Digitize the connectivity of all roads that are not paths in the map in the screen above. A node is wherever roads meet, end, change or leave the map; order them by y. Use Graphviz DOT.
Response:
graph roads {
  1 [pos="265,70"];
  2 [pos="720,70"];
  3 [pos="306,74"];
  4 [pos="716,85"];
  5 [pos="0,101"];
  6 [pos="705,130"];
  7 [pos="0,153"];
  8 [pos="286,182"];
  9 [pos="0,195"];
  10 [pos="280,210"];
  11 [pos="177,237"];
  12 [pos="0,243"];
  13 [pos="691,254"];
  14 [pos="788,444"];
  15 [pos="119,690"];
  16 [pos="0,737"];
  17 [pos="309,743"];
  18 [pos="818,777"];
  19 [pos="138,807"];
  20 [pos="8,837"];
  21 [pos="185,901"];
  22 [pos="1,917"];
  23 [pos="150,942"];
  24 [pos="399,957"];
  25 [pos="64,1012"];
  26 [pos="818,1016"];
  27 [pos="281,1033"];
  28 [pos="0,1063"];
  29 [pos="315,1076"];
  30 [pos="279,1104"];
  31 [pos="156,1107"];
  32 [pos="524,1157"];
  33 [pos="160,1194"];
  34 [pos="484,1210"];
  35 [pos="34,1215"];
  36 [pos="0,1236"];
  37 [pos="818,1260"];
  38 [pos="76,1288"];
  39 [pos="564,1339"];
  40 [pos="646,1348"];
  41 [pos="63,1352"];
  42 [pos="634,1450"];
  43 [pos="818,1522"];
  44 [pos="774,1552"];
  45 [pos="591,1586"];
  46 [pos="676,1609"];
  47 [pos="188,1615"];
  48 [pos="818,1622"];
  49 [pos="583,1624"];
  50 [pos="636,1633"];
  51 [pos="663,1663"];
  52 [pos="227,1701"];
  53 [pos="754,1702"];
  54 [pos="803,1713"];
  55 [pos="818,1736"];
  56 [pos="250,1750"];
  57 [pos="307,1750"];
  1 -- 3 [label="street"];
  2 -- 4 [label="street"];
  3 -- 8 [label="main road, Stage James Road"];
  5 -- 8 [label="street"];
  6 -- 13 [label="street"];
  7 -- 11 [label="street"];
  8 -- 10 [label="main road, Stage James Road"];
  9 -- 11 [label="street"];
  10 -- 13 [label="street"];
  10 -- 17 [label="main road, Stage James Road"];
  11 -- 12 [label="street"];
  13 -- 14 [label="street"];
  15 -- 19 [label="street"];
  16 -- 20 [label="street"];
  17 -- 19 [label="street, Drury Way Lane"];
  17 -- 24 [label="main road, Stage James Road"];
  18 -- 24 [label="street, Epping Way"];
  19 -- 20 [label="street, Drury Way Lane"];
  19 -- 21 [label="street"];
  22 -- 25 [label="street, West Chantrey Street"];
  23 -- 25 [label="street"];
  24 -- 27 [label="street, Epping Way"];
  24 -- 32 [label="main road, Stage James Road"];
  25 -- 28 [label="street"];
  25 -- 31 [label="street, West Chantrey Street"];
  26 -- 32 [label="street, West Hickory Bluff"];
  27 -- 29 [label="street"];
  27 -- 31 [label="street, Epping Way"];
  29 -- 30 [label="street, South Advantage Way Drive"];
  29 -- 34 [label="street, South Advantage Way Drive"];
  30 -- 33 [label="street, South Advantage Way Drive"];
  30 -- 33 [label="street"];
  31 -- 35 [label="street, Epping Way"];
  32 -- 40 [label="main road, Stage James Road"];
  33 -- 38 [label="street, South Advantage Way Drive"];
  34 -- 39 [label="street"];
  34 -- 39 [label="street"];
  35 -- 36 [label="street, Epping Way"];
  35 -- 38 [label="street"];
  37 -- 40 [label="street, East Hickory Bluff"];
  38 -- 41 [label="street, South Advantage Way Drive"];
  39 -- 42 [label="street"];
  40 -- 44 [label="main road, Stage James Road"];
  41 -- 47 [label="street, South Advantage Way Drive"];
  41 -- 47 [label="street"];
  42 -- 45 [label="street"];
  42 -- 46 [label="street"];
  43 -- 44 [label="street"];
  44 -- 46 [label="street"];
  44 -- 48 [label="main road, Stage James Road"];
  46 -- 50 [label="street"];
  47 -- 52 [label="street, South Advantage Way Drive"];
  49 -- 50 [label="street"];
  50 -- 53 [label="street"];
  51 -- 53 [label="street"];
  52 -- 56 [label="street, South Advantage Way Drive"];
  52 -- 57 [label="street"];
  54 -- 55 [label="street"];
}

**Your instructions**
Filter the lines above so that only those with the string "Drive" remain, then copy them.

**The completed task**
  29 -- 30 [label="street, South Advantage Way Drive"];
  29 -- 34 [label="street, South Advantage Way Drive"];
  30 -- 33 [label="street, South Advantage Way Drive"];
  33 -- 38 [label="street, South Advantage Way Drive"];
  38 -- 41 [label="street, South Advantage Way Drive"];
  41 -- 47 [label="street, South Advantage Way Drive"];
  47 -- 52 [label="street, South Advantage Way Drive"];
  52 -- 56 [label="street, South Advantage Way Drive"];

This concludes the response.